> EXERCISE: When you copy the listing, reproduce each line as it appears and omit every image.
>>>
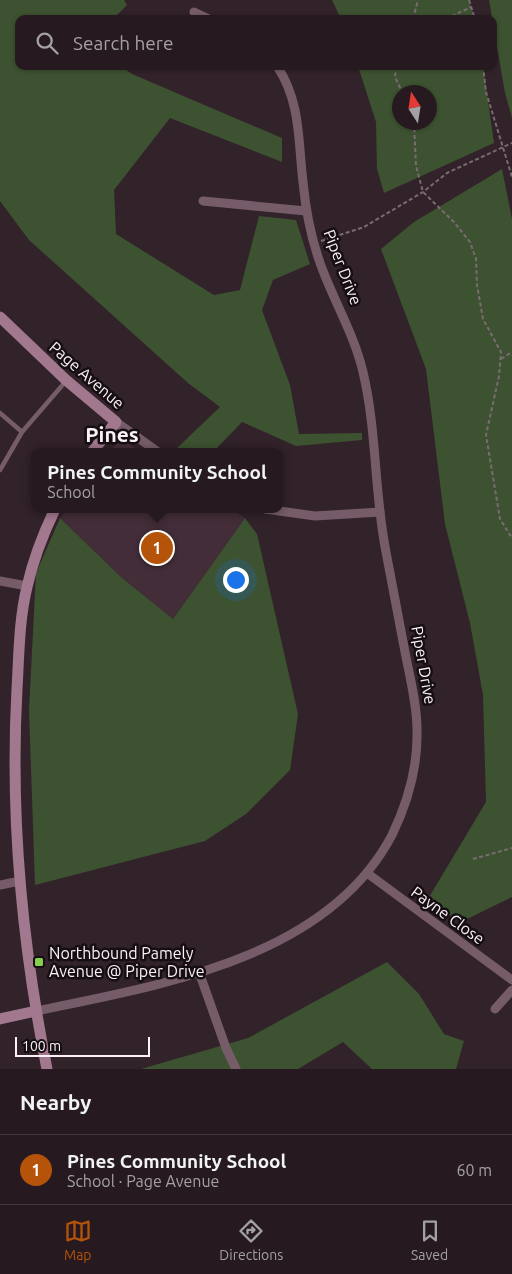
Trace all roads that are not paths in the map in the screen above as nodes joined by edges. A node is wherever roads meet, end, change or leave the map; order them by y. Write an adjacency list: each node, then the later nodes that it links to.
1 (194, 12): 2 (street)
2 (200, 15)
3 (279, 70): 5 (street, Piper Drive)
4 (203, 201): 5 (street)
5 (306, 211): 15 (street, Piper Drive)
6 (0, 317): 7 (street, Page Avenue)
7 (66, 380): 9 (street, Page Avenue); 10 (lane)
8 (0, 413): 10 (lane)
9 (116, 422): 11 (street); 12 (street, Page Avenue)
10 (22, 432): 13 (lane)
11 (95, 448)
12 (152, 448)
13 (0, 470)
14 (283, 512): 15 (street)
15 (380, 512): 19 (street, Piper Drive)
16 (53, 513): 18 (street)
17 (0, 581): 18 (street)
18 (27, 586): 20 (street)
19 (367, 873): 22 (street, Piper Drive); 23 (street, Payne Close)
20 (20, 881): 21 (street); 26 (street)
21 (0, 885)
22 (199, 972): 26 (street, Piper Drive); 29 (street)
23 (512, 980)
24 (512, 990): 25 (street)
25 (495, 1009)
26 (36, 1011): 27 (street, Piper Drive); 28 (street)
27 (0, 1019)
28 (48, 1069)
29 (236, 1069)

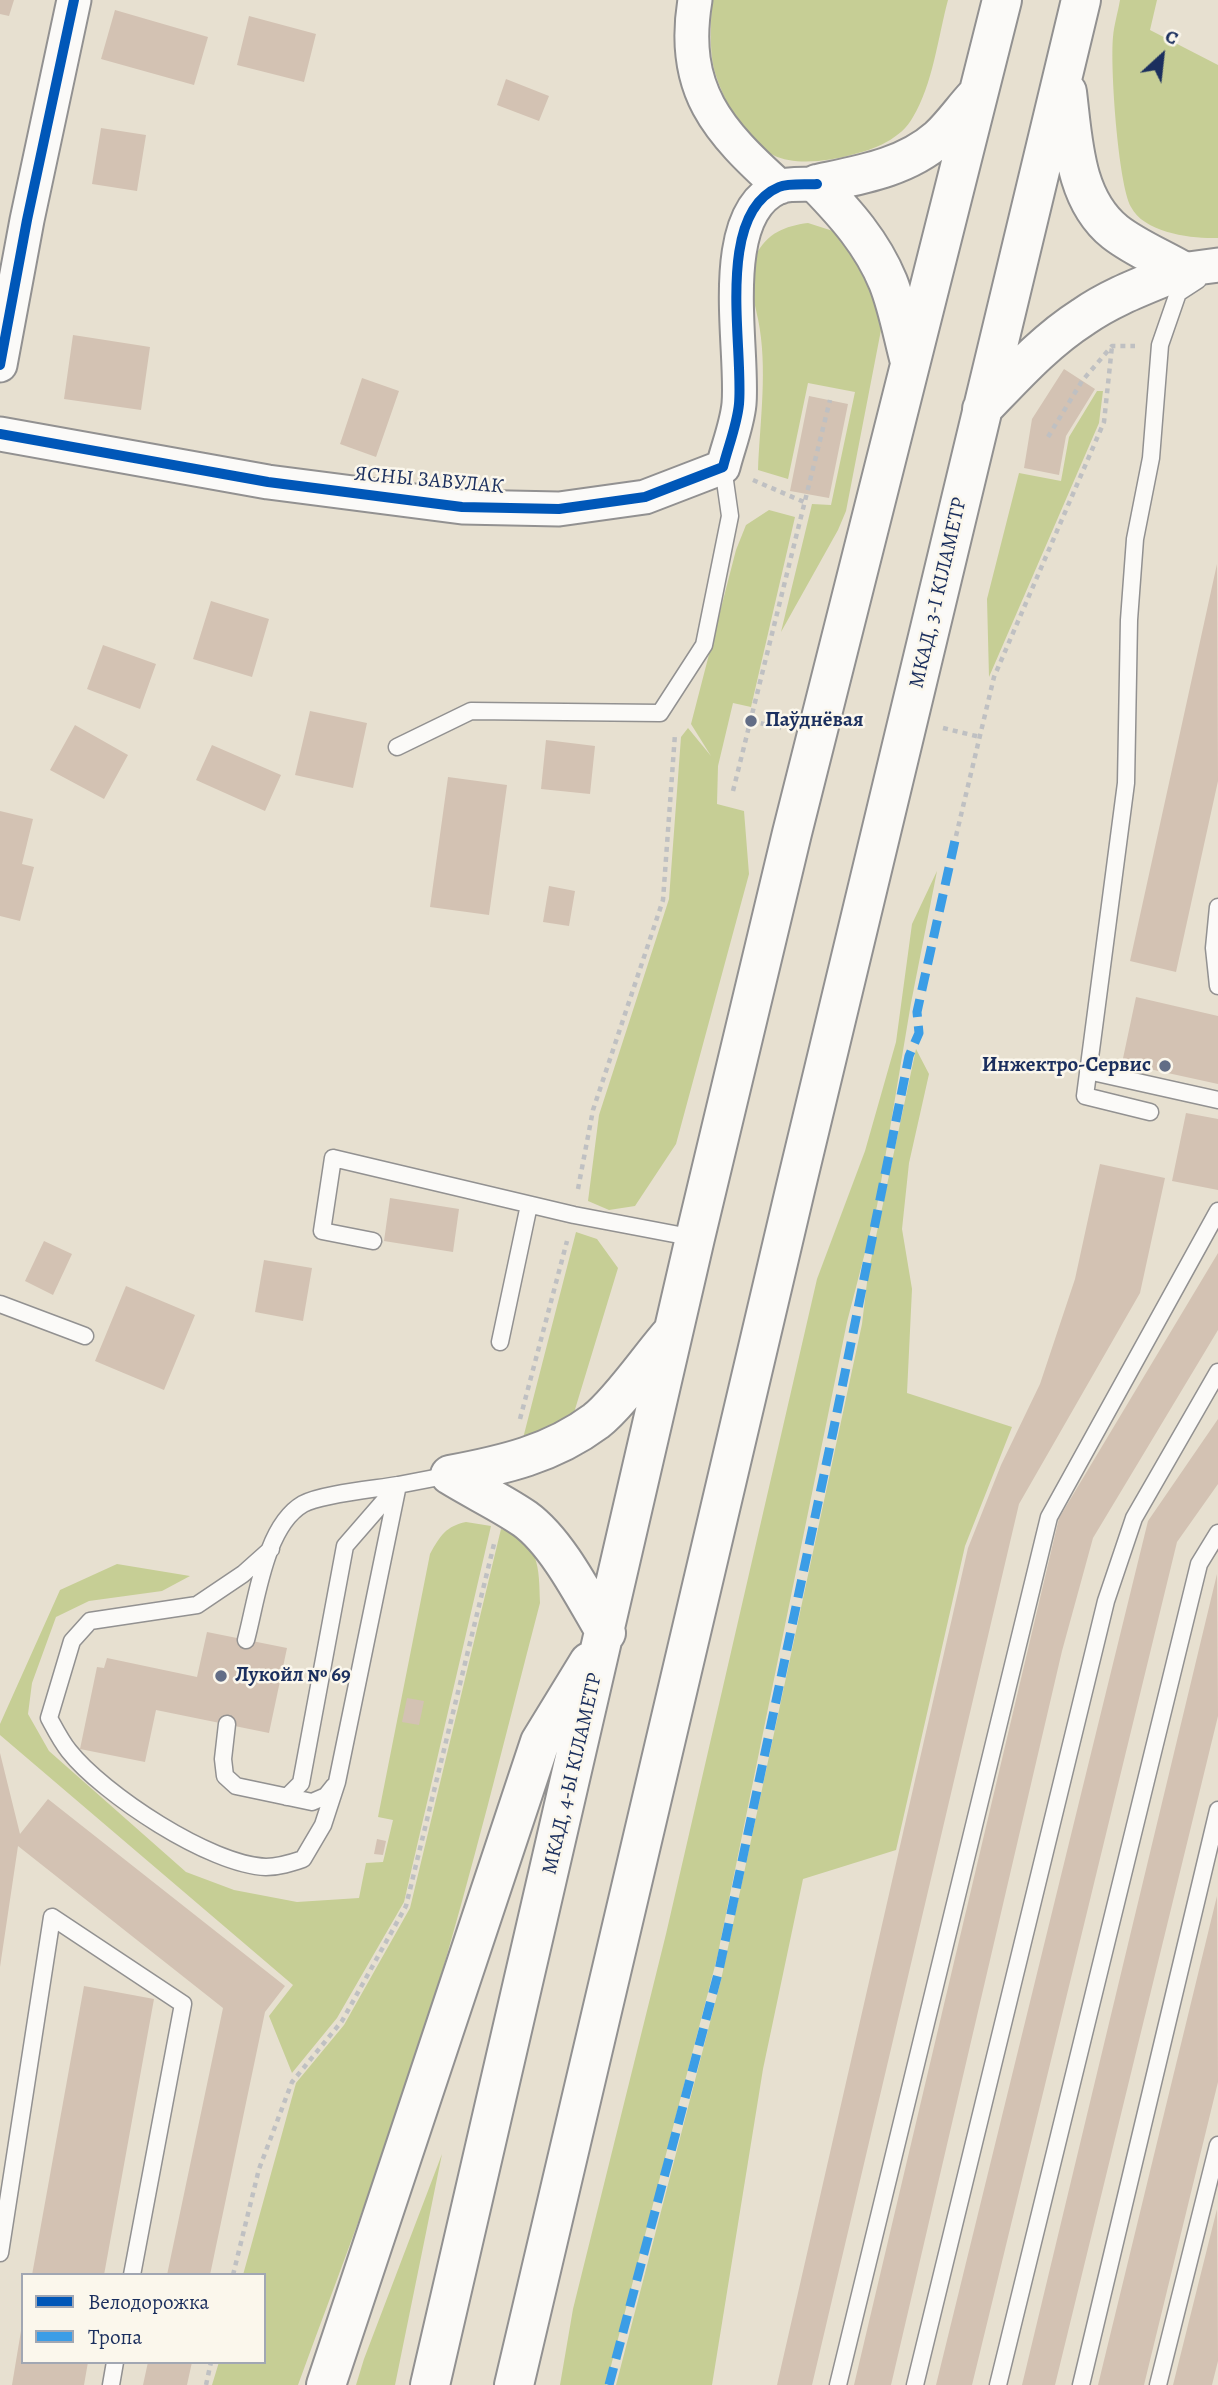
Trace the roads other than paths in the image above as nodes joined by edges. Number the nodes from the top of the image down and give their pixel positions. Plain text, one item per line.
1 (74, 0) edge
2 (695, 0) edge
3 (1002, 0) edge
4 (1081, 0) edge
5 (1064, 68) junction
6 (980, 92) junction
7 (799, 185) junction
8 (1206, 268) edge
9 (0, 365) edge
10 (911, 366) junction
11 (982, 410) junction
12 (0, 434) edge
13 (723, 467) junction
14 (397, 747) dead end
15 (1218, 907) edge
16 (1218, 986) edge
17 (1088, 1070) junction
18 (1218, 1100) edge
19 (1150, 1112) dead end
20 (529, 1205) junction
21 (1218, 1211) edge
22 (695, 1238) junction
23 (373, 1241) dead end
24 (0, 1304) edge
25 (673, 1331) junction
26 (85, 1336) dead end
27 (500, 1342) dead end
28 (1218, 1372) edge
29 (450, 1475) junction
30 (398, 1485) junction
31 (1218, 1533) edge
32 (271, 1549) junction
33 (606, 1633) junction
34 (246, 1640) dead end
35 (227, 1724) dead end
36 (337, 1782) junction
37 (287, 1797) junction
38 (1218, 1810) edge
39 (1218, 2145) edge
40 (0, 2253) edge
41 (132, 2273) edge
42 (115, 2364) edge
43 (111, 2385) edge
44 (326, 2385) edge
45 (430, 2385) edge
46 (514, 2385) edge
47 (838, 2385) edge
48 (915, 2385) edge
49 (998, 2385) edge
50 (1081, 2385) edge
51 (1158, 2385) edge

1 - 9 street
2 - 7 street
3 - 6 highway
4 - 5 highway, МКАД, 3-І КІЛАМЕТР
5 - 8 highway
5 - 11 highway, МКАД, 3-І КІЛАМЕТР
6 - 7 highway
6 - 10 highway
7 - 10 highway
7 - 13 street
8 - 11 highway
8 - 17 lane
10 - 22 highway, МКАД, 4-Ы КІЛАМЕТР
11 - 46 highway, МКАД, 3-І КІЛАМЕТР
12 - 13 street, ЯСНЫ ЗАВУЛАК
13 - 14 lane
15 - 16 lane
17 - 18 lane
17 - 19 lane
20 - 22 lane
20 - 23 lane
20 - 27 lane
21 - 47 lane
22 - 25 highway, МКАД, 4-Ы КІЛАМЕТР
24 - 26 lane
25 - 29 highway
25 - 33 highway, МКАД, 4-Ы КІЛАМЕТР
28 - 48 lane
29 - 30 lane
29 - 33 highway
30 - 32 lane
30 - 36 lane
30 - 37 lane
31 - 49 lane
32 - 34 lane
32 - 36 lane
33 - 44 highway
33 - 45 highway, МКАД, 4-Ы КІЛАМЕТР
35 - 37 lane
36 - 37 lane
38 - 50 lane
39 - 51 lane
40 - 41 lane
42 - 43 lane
<<<
> REPLY TO THE TASK:
Trace all roads that are not paths in the map in the screen above as nodes joined by edges. A node is wherever roads meet, end, change or leave the map; order them by y. Write an adjacency list: each node, then the later nodes that it links to.
1 (194, 12): 2 (street)
2 (200, 15)
3 (279, 70): 5 (street, Piper Drive)
4 (203, 201): 5 (street)
5 (306, 211): 15 (street, Piper Drive)
6 (0, 317): 7 (street, Page Avenue)
7 (66, 380): 9 (street, Page Avenue); 10 (lane)
8 (0, 413): 10 (lane)
9 (116, 422): 11 (street); 12 (street, Page Avenue)
10 (22, 432): 13 (lane)
11 (95, 448)
12 (152, 448)
13 (0, 470)
14 (283, 512): 15 (street)
15 (380, 512): 19 (street, Piper Drive)
16 (53, 513): 18 (street)
17 (0, 581): 18 (street)
18 (27, 586): 20 (street)
19 (367, 873): 22 (street, Piper Drive); 23 (street, Payne Close)
20 (20, 881): 21 (street); 26 (street)
21 (0, 885)
22 (199, 972): 26 (street, Piper Drive); 29 (street)
23 (512, 980)
24 (512, 990): 25 (street)
25 (495, 1009)
26 (36, 1011): 27 (street, Piper Drive); 28 (street)
27 (0, 1019)
28 (48, 1069)
29 (236, 1069)

Trace the roads other than paths in the image above as nodes joined by edges. Number the nodes from the top of the image down and give their pixel positions. Plain text, one item per line.
1 (74, 0) edge
2 (695, 0) edge
3 (1002, 0) edge
4 (1081, 0) edge
5 (1064, 68) junction
6 (980, 92) junction
7 (799, 185) junction
8 (1206, 268) edge
9 (0, 365) edge
10 (911, 366) junction
11 (982, 410) junction
12 (0, 434) edge
13 (723, 467) junction
14 (397, 747) dead end
15 (1218, 907) edge
16 (1218, 986) edge
17 (1088, 1070) junction
18 (1218, 1100) edge
19 (1150, 1112) dead end
20 (529, 1205) junction
21 (1218, 1211) edge
22 (695, 1238) junction
23 (373, 1241) dead end
24 (0, 1304) edge
25 (673, 1331) junction
26 (85, 1336) dead end
27 (500, 1342) dead end
28 (1218, 1372) edge
29 (450, 1475) junction
30 (398, 1485) junction
31 (1218, 1533) edge
32 (271, 1549) junction
33 (606, 1633) junction
34 (246, 1640) dead end
35 (227, 1724) dead end
36 (337, 1782) junction
37 (287, 1797) junction
38 (1218, 1810) edge
39 (1218, 2145) edge
40 (0, 2253) edge
41 (132, 2273) edge
42 (115, 2364) edge
43 (111, 2385) edge
44 (326, 2385) edge
45 (430, 2385) edge
46 (514, 2385) edge
47 (838, 2385) edge
48 (915, 2385) edge
49 (998, 2385) edge
50 (1081, 2385) edge
51 (1158, 2385) edge

1 - 9 street
2 - 7 street
3 - 6 highway
4 - 5 highway, МКАД, 3-І КІЛАМЕТР
5 - 8 highway
5 - 11 highway, МКАД, 3-І КІЛАМЕТР
6 - 7 highway
6 - 10 highway
7 - 10 highway
7 - 13 street
8 - 11 highway
8 - 17 lane
10 - 22 highway, МКАД, 4-Ы КІЛАМЕТР
11 - 46 highway, МКАД, 3-І КІЛАМЕТР
12 - 13 street, ЯСНЫ ЗАВУЛАК
13 - 14 lane
15 - 16 lane
17 - 18 lane
17 - 19 lane
20 - 22 lane
20 - 23 lane
20 - 27 lane
21 - 47 lane
22 - 25 highway, МКАД, 4-Ы КІЛАМЕТР
24 - 26 lane
25 - 29 highway
25 - 33 highway, МКАД, 4-Ы КІЛАМЕТР
28 - 48 lane
29 - 30 lane
29 - 33 highway
30 - 32 lane
30 - 36 lane
30 - 37 lane
31 - 49 lane
32 - 34 lane
32 - 36 lane
33 - 44 highway
33 - 45 highway, МКАД, 4-Ы КІЛАМЕТР
35 - 37 lane
36 - 37 lane
38 - 50 lane
39 - 51 lane
40 - 41 lane
42 - 43 lane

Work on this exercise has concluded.